Di kedua sisi formasi tombak, di bawah perlindungan formasi pelopor, barisan pelempar tombak dan pemanah berjalan cepat dalam barisan rapi. Dengan jarak sedekat itu, kuda bisa menerjang dalam satu kedipan mata. Mereka hanya punya kesempatan menembakkan tiga anak panah dan melempar dua tombak, sehingga disediakan jalur di tengah barisan untuk mundur ke formasi utama di tengah. Formasi utama ini berbentuk persegi kosong di tengah, diisi prajurit tombak dan pedang yang membentuk barisan rapat, siap membuka “pintu” kapan saja untuk menampung pasukan yang mundur. Bagian luar dipagari tombak dan pedang, bagian dalam didukung pemanah dan pelontar panah silang, sehingga bisa tetap bertahan dan menyerang bersama.
Di hadapan mereka, formasi tombak kavaleri Khitan sudah siap. Di barisan terdepan, para prajurit membawa senjata berat seperti rantai besi, gada, tombak besar, dan garpu api, semuanya digantung di pelana agar mudah dijangkau. Saat ini, mereka sudah siap dengan busur di tangan, satu tangan meraih tempat anak panah di punggung. Di belakangnya, terlihat deretan pedang melengkung berkilauan, seperti sisik ikan di sungai. Di tengah formasi, berdiri tegak bendera besar bergambar kepala serigala.

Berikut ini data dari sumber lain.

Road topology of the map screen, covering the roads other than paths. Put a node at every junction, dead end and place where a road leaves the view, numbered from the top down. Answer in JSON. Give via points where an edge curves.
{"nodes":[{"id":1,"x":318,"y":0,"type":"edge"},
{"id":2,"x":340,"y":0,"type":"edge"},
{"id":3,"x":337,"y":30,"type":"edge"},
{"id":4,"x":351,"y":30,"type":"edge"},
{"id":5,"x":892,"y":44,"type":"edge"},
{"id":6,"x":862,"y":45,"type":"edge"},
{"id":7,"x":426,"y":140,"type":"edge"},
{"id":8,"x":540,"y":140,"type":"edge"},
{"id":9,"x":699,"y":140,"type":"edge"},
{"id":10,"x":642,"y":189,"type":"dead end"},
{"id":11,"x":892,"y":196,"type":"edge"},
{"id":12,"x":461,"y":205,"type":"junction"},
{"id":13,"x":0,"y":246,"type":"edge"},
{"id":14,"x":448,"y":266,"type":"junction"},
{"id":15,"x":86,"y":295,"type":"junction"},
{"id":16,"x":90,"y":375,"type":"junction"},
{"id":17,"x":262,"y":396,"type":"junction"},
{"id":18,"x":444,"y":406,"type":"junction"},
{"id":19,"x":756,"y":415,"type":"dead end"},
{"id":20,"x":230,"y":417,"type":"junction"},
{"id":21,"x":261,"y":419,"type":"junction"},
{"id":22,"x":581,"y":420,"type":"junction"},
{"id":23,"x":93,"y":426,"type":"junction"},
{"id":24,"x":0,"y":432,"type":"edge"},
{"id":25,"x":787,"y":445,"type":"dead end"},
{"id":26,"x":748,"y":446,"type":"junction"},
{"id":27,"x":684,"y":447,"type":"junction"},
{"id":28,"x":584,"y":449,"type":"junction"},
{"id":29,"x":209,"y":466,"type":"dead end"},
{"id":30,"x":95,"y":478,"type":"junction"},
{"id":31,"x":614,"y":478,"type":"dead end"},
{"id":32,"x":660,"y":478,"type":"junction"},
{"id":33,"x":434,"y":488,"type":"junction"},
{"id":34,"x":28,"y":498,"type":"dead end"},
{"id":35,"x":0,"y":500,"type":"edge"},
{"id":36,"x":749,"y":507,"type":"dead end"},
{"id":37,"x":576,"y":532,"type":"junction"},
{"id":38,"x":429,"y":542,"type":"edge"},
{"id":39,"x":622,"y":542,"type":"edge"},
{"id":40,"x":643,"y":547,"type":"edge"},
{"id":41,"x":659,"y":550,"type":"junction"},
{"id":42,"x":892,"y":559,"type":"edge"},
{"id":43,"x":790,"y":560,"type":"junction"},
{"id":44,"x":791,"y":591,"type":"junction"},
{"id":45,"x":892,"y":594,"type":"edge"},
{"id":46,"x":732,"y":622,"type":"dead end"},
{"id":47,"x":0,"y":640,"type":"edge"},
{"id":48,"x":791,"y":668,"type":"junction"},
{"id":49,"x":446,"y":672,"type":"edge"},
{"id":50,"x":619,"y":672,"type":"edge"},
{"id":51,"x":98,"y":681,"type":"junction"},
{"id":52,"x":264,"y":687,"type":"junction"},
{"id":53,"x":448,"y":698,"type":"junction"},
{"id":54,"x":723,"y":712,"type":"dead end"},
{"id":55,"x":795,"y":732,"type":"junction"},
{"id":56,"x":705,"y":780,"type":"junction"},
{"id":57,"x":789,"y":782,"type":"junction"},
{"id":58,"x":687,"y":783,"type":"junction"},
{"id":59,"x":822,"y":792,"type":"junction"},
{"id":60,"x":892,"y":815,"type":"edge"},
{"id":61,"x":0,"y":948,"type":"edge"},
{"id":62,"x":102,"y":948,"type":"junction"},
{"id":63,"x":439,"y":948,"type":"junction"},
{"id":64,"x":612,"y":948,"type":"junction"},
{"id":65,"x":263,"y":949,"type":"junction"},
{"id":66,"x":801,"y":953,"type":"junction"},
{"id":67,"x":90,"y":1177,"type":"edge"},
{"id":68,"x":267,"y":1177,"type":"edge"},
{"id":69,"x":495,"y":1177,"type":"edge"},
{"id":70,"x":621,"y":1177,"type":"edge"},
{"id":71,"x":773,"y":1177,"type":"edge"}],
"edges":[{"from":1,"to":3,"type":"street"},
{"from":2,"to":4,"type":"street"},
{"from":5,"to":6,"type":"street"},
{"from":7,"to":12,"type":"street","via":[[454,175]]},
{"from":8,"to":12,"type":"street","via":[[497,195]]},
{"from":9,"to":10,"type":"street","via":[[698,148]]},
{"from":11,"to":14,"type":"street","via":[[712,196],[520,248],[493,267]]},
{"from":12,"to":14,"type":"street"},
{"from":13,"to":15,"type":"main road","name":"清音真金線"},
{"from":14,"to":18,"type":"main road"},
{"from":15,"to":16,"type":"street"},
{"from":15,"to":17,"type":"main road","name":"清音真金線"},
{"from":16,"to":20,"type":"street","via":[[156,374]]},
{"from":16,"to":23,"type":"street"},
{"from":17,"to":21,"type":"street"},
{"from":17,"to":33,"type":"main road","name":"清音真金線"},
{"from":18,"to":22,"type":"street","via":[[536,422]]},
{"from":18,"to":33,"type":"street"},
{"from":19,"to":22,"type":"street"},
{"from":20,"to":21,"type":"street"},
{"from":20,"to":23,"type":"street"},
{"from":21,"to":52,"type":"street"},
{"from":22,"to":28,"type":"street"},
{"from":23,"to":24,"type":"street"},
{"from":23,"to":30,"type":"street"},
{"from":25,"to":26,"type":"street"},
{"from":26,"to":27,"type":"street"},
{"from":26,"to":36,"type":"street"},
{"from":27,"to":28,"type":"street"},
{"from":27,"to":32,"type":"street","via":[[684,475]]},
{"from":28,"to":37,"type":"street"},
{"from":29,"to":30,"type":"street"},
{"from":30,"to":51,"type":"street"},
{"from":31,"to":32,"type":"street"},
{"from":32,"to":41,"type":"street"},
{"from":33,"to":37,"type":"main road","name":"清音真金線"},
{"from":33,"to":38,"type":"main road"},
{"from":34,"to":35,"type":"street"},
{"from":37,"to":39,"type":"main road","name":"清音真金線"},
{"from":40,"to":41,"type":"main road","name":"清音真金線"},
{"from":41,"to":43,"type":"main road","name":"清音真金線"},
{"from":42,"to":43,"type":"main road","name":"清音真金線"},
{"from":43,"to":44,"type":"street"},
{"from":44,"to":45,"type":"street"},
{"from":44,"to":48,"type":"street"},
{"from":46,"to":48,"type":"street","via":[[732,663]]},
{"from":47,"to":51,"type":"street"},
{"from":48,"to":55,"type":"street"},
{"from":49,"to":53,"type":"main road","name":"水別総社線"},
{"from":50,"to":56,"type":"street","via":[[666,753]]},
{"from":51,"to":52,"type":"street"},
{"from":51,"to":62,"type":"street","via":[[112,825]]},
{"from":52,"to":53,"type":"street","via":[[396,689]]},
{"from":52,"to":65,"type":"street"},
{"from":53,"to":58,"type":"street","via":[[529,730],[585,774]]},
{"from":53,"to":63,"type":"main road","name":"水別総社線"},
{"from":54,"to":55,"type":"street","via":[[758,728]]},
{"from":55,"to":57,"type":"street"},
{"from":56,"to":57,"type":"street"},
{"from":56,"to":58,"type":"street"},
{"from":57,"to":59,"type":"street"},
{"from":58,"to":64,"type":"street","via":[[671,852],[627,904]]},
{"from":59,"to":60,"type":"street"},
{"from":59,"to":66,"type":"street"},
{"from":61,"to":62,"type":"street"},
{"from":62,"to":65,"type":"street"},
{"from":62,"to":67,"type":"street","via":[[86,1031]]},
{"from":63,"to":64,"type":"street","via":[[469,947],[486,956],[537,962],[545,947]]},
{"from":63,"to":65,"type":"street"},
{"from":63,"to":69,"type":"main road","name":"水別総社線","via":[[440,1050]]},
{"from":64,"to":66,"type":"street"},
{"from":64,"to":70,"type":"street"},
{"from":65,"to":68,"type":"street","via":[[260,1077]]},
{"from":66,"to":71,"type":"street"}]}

Di lereng bukit di sisi kiri belakang Khitan, tersembunyi lima ribu pasukan kavaleri berani mati, siap mencari celah untuk menyerbu dari sisi dan langsung mengincar posisi kaisar Song di barisan tengah.
Permaisuri Xiao berdiri di atas kereta perang di barisan belakang. Matanya yang indah menyapu seluruh pasukan, lalu menatap pasukan Song. Tangan halusnya menebas ke bawah, sepasang mata beningnya memancarkan aura membunuh.

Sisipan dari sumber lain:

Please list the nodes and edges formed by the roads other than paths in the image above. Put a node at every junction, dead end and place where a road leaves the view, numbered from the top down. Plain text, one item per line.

“Uuuu... uuuu...” Puluhan tanduk lembu ditiup bersamaan, menghasilkan suara nyaring dan pilu yang menggetarkan.
“Dum! Dum dum! Dum dum dum dum dum dum...” Pada saat yang sama, genderang perang di kubu Song pun mulai ditabuh serentak.

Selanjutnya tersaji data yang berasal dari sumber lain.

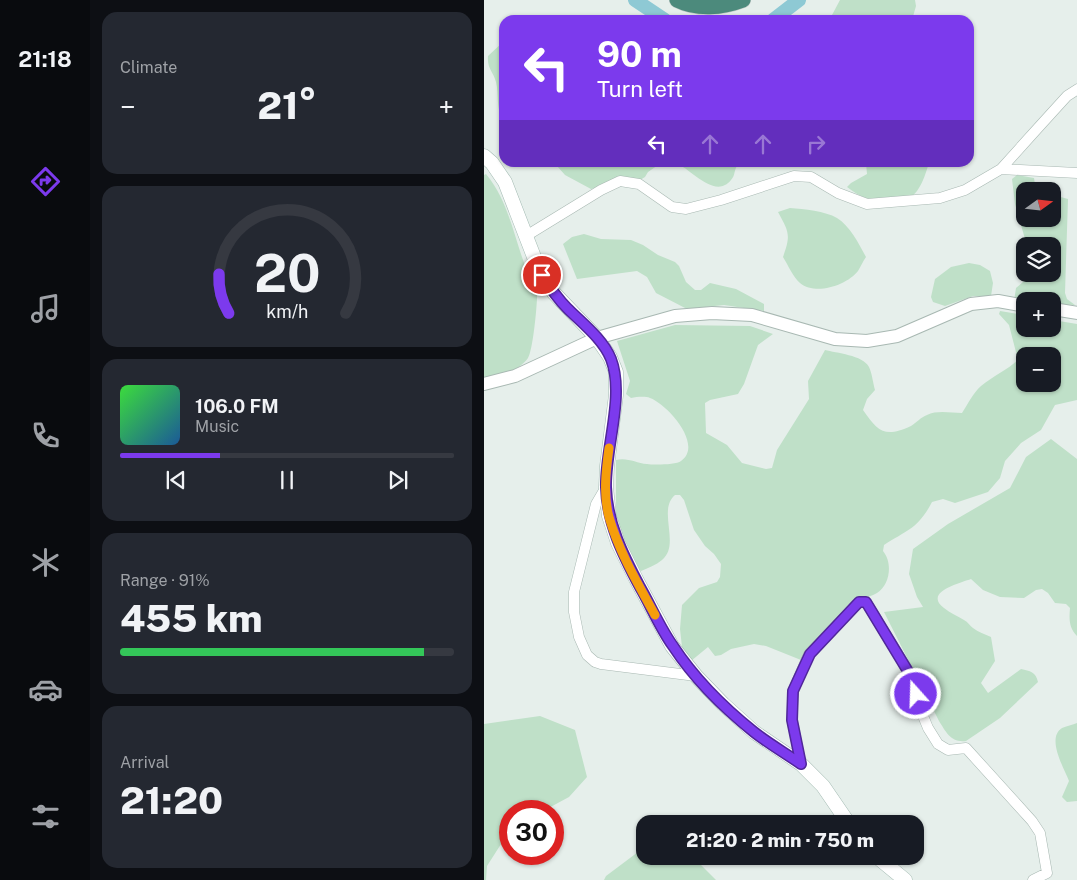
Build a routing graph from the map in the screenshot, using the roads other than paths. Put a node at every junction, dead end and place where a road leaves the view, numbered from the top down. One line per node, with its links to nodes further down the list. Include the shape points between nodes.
1 (677, 0): 2 (highway, via 704,8)
2 (742, 0)
3 (1077, 89): 5 (street)
4 (484, 156): 7 (main road, via 505,182)
5 (1001, 169): 6 (street); 7 (street, via 965,190 940,198 867,204 838,193 811,177 794,176 686,209 672,207 639,184 620,181)
6 (1077, 173)
7 (526, 236): 11 (main road, via 542,275 554,293)
8 (1016, 304): 11 (street, via 998,301 971,304 897,336 867,341 835,339 752,315 712,313 675,316)
9 (1061, 310): 10 (street)
10 (1077, 313)
11 (597, 338): 12 (street, via 515,376); 13 (main road, via 616,372)
12 (484, 384)
13 (606, 487): 14 (main road, via 609,516 618,543 672,646); 14 (street, via 596,504 574,592 574,612 583,649 600,664)
14 (696, 676): 15 (main road, via 754,732)
15 (801, 764): 16 (main road, via 823,786); 19 (street, via 792,720 793,691 810,654 850,610 859,602 866,602 912,678 921,711 938,744 948,750 966,748 1040,832 1047,873)
16 (843, 815)
17 (887, 865): 18 (main road)
18 (905, 880)
19 (1033, 880)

“Serbuuu!” Suara teriakan seratus ribu prajurit bergema laksana halilintar. Puluhan ribu anak panah melesat, menutupi langit hingga cahaya matahari pun seakan meredup.
Ye Chen dan Luo Yaoshun melihat pertempuran telah dimulai. Mereka justru tak berani maju, khawatir akan mengacaukan formasi. Maka, mereka bertahan di lereng bukit di sebelah timur pasukan Song bersama dua ratus pasukan berkuda, menyaksikan hujan panah menembus udara bagaikan kawanan belalang, dan pasukan Khitan bergerak laksana banjir bandang. Sedangkan pasukan Song di hadapan mereka tegak berdiri bak gunung batu yang tak tergoyahkan, tampak air bah itu sebentar lagi akan menabrak karang-karang kokoh itu.
“Ah! Pasukan infanteri melawan kaveleri memang tidak selalu kalah, apalagi di pegunungan, lembah, atau rawa, kita malah bisa lebih unggul. Tapi sekarang kita di padang luas, jelas kita dalam posisi yang sulit. Terutama kita punya kelemahan fatal dalam menghadapi kaveleri—menang susah dikejar, kalah sulit melarikan diri. Karena itu, Paduka memerintahkan pasukan kita bertahan, menguras tenaga lawan, sambil mengerahkan lima ribu pasukan berkuda di sayap kiri untuk menyerang dan mengganggu dari samping,” jelas Luo Yaoshun dengan wajah serius pada Ye Chen.
Hampir bersamaan dengan berakhirnya ucapan Luo Yaoshun, benar saja, lima ribu pasukan berkuda Song di sayap kiri langsung menerjang ke depan, berusaha menghambat pergerakan kaveleri sayap kanan Khitan, tanpa terlibat kontak langsung.
Sementara itu, formasi infanteri yang menerima gelombang serangan pertama dari kaveleri lawan, mulai bergerak maju perlahan, mencoba menembus ke tengah barisan berkuda. Kecepatan mereka sangat lambat, sebab mereka harus tetap menjaga kerapatan formasi tombak layaknya hutan, agar bisa menahan keunggulan serangan pasukan berkuda Khitan.